So last year when I started this blog about life as a Seasonaire in Meribel I started right back at the beginning when I got off the plane in Geneva and went off for two weeks of management training. This time I am going to start at the end. Partly because at this time I haven't even started to recover from the season and, as a result, my mind is still soup due to lack of sleep and free time, so, I can only recall things that happened in the last few days. And partly as an introduction to some new readers to the staff I put on the coach back to England only a couple of days ago.

Well the day before yesterday I watched and waved as a double decker coach pulled away, a coach full of people I had spent every day of the last five months with. They differed in every way from the staff that my loyal readers have been reading about for the past year.  Differed in personality and temperament but at the same time, they were the same; they still all got drunk, they still had sex with anything that they could pin down for long enough, they still fell in and out of love faster that in takes to eat staff dinner, they still drove me mad, did ridiculously stupid things, turned up late, turned up hanging out of their arses.

And yet they were all new.

The girl whose love of life and of the opposite sex meant she, unwittingly, totally embodied the feminist idea that was first declared by Mary Wollstonecraft in her 1792 'Vindication of the Rights of Women'. This girl just thought she was enjoying having a lot of sex, I thought she was the perfect feminist creation.

The two boys who lived the seasonaire life as it should be lived and never let being thrown up upon by a variety of girls put them off.

The chef who, even though he was desperate to have sex for a second time in his life (he said he had had sex once, even though he couldn't quite remember it), did not quite manage it. In fact he didn't really manage to do anything with any females, other than the hug I gave him when he left. Despite his eternal optimism and enthusiasm.
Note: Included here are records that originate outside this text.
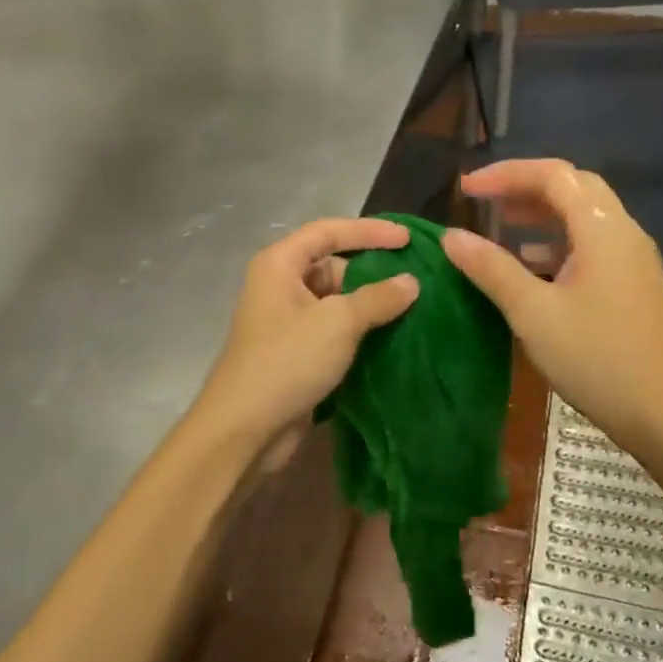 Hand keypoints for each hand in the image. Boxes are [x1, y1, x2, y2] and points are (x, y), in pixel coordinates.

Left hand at [194, 218, 418, 467]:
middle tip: (417, 280)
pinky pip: (335, 331)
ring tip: (416, 308)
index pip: (328, 232)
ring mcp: (288, 322)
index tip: (408, 239)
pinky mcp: (297, 354)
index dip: (369, 231)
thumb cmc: (287, 362)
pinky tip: (394, 337)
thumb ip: (378, 298)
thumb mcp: (337, 323)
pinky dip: (361, 332)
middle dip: (373, 272)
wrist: (245, 430)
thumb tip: (411, 282)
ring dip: (371, 305)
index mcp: (279, 265)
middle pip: (333, 266)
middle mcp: (280, 287)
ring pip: (337, 302)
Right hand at [442, 160, 662, 457]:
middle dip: (526, 187)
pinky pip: (592, 244)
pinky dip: (557, 242)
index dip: (506, 174)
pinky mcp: (633, 284)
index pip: (553, 176)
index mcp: (602, 229)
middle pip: (574, 187)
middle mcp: (623, 233)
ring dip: (542, 213)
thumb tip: (452, 236)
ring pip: (584, 216)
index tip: (466, 189)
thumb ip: (491, 269)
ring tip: (502, 225)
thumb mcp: (533, 313)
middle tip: (485, 201)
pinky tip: (532, 265)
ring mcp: (633, 259)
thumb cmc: (597, 358) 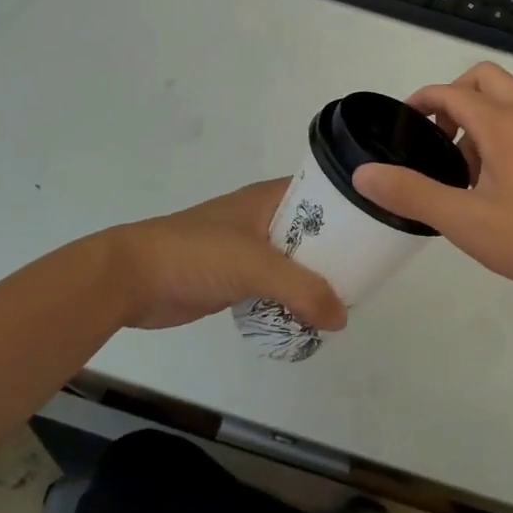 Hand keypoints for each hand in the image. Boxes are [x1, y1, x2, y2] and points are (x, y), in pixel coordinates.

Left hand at [102, 180, 347, 331]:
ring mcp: (249, 249)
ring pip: (296, 261)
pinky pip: (276, 285)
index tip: (380, 229)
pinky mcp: (235, 278)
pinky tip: (311, 317)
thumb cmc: (196, 254)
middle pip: (314, 231)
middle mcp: (264, 218)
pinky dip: (292, 298)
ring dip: (315, 279)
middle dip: (339, 251)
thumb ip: (302, 290)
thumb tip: (343, 318)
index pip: (323, 194)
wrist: (131, 279)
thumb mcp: (255, 265)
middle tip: (371, 273)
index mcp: (270, 198)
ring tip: (349, 298)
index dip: (351, 208)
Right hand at [352, 62, 512, 302]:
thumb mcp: (466, 220)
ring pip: (506, 100)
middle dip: (452, 98)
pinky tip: (493, 184)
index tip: (401, 125)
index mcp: (501, 123)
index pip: (451, 91)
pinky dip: (499, 133)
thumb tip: (364, 174)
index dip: (421, 100)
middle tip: (436, 138)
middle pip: (483, 79)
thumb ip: (413, 194)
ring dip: (477, 118)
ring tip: (461, 169) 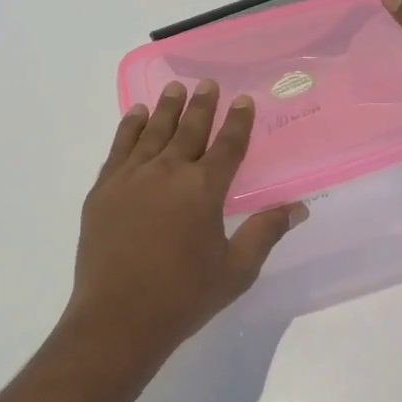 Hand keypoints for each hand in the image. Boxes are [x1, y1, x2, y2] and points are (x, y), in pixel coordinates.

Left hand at [65, 80, 307, 366]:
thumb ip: (265, 232)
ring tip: (174, 87)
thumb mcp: (236, 270)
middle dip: (202, 104)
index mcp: (203, 189)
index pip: (227, 145)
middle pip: (189, 129)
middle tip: (207, 83)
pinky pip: (120, 147)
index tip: (243, 100)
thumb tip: (298, 207)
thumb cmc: (183, 297)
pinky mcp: (104, 189)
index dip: (238, 121)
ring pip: (153, 131)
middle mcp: (168, 172)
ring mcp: (131, 177)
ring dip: (167, 107)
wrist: (117, 318)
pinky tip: (137, 114)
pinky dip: (130, 127)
The other chef, the one I quickly learned to care very deeply about, despite him being 2 days off being born in the 1990s, despite his love of setting things on fire, despite everything, he was, often, my rock, when times got hard and I just needed someone to talk to, he was there, and I will care about him for the rest of my life. It might not have been love, but it was a very deep rooted friendship. That is how I saw it anyway. This same  chef was in Meribel the year before and had spent the summer reading this blog and has spent the winter slightly dreading what I would write about him. Well my dearest darling - keep  on wondering and waiting.

And so it has come to an end. And it is raining in Chamonix. As we left Meribel last night the sun was shinning, the rivers were running with the melting snow and we had the first MacDonald's any of us had had in months.

And now is the time to write it all down, the engagements, the fights, the drunken behaviour, why I turned away from the Ram Raid and the time I was propositioned by five men in the same evening.  







Saturday 13 April 2013

The End is nigh

So

That is it

The last guest food to go out of our kitchen has just gone.

It was a white chocolate and raspberry cheesecake.

I have never been brought to tears by a cheesecake before. I didn't think I would be this sad to see the end, to be honest I started counting down the end of the season sometime at the beginning of February. But tonight is a sad night, and a happy night all at the same time.

But there it is, I a sad, and I watched my boys working today for the last time and I realised how much I will miss all my staff. I'm sure they wont miss me, how many people have ever said 'Oooh I really miss my old boss?' Very few I expect. But I will miss them, and I will worry about them even though they don't need worrying about and I will care about them all for a long time to come.

Bloody soppy I am tonight eh! I started work at 7.30 this morning and it 21.50 now so maybe I have been at work so long that I am going mad. Maybe I worked so long because I wanted to soak up the last few hours of being here. I don't know why I wanted to soak it all up today, I haven't had the slightest desire to do that at all for the last 5 months.

Oh well, I better go to bed before I start crying in front of the staff. Won't want to ruin my image now would I?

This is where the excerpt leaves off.